**What to work on**
A copy is needed of each line in the records that has the word "Frederico".

(Stored data entries)
☆ ☆ ☆ ☆ ☆

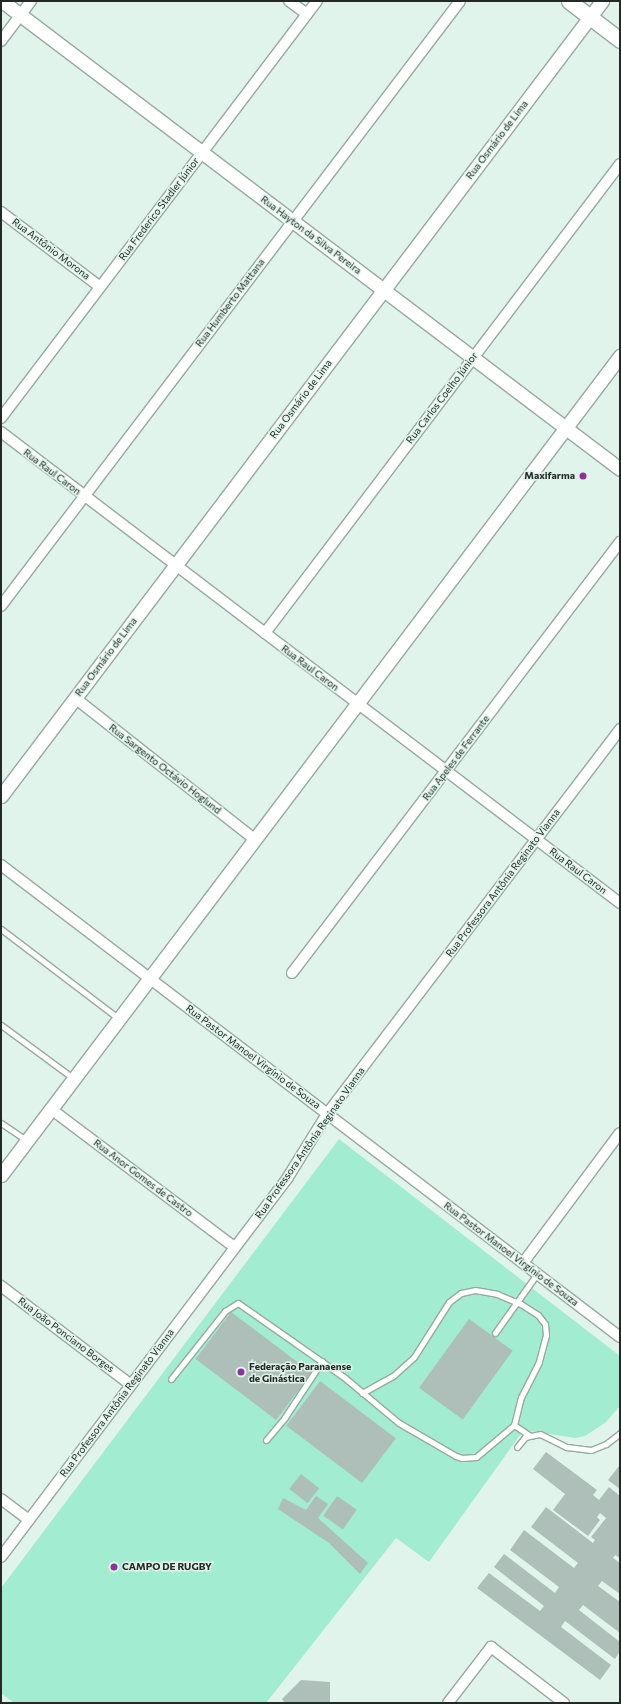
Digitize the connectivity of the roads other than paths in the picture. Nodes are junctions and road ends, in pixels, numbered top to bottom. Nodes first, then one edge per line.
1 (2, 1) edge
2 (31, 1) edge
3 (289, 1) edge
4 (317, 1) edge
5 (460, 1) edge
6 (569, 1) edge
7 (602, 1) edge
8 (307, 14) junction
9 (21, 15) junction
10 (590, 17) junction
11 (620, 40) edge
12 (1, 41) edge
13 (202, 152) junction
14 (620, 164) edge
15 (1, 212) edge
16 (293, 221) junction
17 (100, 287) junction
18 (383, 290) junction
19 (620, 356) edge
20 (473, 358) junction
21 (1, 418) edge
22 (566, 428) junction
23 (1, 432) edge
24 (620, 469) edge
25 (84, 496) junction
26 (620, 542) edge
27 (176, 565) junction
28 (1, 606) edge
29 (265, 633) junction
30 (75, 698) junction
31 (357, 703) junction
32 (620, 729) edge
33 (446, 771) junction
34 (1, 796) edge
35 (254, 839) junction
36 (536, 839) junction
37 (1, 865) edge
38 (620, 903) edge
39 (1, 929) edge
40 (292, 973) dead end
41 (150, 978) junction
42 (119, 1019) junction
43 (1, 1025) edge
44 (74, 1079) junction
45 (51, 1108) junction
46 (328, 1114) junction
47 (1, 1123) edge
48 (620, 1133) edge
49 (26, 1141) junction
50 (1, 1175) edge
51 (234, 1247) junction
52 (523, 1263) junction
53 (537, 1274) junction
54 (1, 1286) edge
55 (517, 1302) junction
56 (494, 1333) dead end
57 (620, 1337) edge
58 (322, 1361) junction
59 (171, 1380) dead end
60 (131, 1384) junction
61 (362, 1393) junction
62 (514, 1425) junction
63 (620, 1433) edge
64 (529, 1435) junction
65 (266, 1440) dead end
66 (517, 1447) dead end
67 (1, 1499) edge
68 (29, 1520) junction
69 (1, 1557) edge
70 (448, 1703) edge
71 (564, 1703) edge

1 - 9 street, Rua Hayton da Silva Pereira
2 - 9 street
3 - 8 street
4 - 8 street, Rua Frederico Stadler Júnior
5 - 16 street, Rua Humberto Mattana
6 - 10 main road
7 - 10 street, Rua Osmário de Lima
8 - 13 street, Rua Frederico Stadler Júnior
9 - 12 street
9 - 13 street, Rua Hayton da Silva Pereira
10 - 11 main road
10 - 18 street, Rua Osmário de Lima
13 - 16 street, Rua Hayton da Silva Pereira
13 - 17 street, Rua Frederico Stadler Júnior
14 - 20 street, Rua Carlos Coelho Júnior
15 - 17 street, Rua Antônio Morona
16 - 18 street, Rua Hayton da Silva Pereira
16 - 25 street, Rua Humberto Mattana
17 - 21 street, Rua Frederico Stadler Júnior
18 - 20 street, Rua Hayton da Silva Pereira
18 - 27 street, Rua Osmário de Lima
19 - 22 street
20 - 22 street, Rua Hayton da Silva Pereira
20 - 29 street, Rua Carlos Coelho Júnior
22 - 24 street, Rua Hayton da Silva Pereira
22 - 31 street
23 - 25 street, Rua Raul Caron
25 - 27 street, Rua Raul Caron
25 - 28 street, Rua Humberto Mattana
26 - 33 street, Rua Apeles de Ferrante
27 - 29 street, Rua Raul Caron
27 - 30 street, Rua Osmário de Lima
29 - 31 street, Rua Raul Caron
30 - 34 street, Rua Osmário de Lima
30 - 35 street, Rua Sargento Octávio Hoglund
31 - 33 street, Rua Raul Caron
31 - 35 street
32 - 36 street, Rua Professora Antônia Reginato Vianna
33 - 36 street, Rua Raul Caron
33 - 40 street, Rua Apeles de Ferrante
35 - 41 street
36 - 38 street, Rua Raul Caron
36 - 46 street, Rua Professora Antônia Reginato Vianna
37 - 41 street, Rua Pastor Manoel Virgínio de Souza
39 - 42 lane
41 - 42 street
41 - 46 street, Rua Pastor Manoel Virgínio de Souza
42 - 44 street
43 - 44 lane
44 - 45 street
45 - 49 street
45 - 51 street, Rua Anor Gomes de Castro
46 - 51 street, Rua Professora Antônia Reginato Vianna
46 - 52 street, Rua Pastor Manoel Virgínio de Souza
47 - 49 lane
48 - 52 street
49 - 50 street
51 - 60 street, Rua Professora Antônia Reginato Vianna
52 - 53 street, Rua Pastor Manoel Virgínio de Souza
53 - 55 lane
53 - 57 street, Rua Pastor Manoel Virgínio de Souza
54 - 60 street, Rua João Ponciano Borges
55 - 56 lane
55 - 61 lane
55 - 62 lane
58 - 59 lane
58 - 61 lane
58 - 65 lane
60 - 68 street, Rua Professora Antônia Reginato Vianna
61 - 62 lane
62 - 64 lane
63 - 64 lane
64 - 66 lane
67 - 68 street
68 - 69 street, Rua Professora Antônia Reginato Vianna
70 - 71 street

☆ ☆ ☆ ☆ ☆

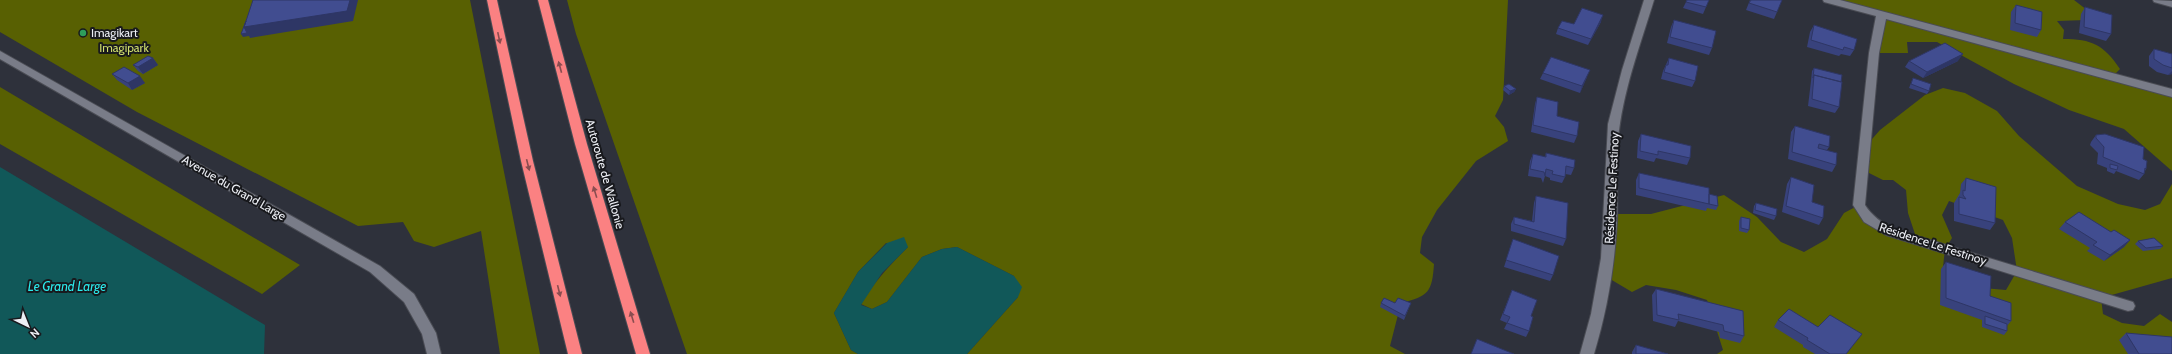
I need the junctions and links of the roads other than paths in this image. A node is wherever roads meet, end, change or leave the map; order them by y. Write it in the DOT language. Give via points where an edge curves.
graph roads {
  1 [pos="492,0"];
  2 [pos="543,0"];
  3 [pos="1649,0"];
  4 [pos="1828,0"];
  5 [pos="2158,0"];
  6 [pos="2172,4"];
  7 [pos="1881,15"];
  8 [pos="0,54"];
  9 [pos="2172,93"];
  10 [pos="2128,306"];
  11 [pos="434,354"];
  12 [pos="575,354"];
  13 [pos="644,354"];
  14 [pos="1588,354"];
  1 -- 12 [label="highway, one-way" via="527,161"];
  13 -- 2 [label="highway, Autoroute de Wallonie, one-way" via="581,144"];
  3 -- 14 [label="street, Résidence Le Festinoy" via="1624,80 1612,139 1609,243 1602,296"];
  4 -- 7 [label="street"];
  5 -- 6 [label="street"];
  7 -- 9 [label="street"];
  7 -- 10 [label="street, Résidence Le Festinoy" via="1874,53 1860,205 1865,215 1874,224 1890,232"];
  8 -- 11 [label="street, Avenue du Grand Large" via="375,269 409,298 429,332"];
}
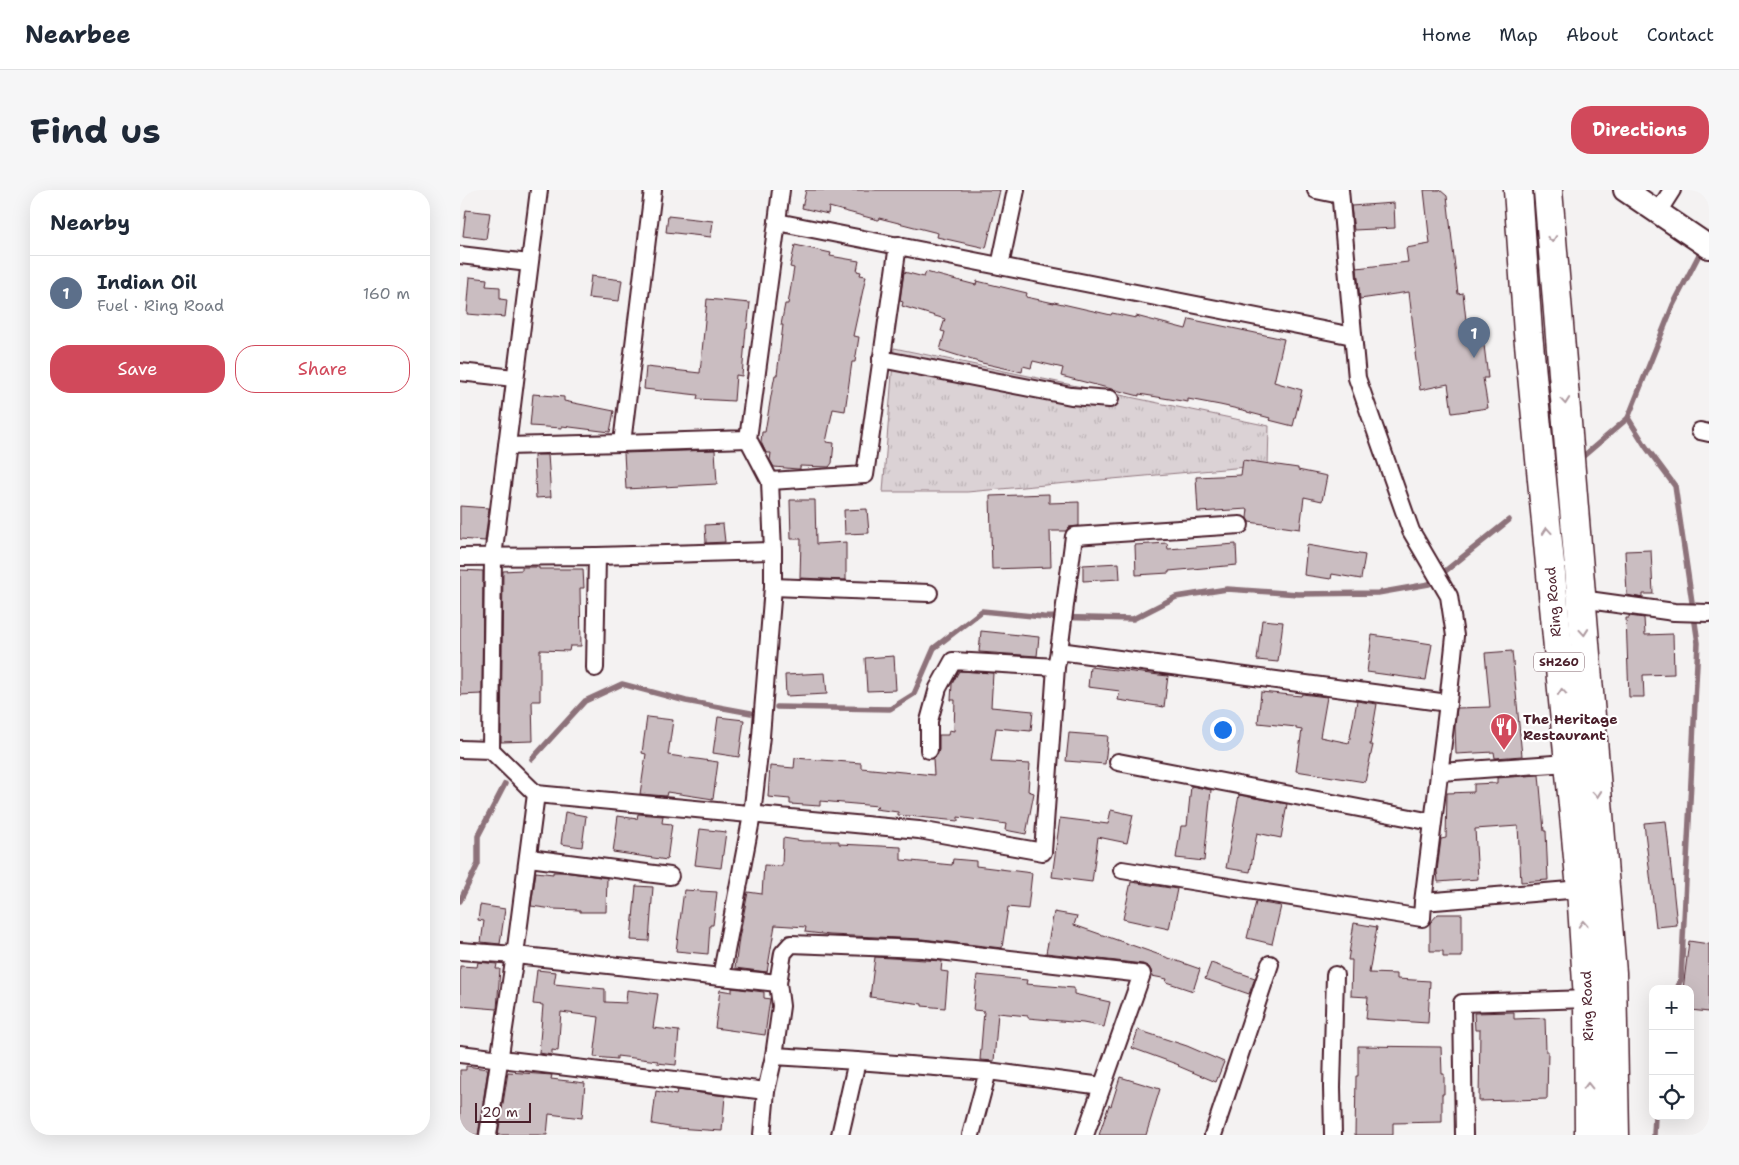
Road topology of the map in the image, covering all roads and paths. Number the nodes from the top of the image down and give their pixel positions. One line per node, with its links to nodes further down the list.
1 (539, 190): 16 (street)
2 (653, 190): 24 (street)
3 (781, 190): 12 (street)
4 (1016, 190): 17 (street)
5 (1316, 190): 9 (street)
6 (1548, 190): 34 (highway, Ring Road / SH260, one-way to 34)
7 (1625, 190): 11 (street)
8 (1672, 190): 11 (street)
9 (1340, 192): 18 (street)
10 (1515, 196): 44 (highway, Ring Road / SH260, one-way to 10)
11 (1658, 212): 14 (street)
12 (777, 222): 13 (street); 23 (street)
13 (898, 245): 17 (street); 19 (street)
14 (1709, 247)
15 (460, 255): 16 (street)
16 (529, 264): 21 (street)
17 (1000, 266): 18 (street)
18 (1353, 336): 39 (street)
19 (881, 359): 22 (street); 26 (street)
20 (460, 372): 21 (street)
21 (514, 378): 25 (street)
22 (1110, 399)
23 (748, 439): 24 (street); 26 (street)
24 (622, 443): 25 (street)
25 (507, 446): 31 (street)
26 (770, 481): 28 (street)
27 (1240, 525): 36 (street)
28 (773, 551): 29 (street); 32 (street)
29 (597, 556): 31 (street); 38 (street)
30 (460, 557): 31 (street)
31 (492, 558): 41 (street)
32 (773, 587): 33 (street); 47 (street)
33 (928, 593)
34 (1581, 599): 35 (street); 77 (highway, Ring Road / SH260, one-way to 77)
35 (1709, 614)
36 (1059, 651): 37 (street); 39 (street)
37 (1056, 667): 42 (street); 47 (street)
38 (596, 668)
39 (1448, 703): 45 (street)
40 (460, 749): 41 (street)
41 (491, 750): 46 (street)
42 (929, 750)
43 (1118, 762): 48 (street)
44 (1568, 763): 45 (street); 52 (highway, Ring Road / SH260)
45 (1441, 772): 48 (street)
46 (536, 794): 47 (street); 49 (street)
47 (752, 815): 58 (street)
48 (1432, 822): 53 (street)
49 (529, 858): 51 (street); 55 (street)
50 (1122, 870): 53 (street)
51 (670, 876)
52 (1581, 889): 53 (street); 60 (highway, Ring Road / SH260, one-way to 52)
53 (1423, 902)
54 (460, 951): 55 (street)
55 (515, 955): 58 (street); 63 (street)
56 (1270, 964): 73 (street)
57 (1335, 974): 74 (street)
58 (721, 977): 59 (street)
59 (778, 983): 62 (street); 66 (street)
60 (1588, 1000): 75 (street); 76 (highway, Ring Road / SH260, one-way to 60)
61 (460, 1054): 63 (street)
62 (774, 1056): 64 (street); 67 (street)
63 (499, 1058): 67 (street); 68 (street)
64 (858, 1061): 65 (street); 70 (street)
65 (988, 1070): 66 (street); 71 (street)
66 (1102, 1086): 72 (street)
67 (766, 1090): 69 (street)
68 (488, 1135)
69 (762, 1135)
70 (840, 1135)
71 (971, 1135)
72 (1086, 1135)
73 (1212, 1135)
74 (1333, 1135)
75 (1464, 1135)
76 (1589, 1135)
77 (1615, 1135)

☆ ☆ ☆ ☆ ☆

**Response to this task**
4 - 8 street, Rua Frederico Stadler Júnior
8 - 13 street, Rua Frederico Stadler Júnior
13 - 17 street, Rua Frederico Stadler Júnior
17 - 21 street, Rua Frederico Stadler Júnior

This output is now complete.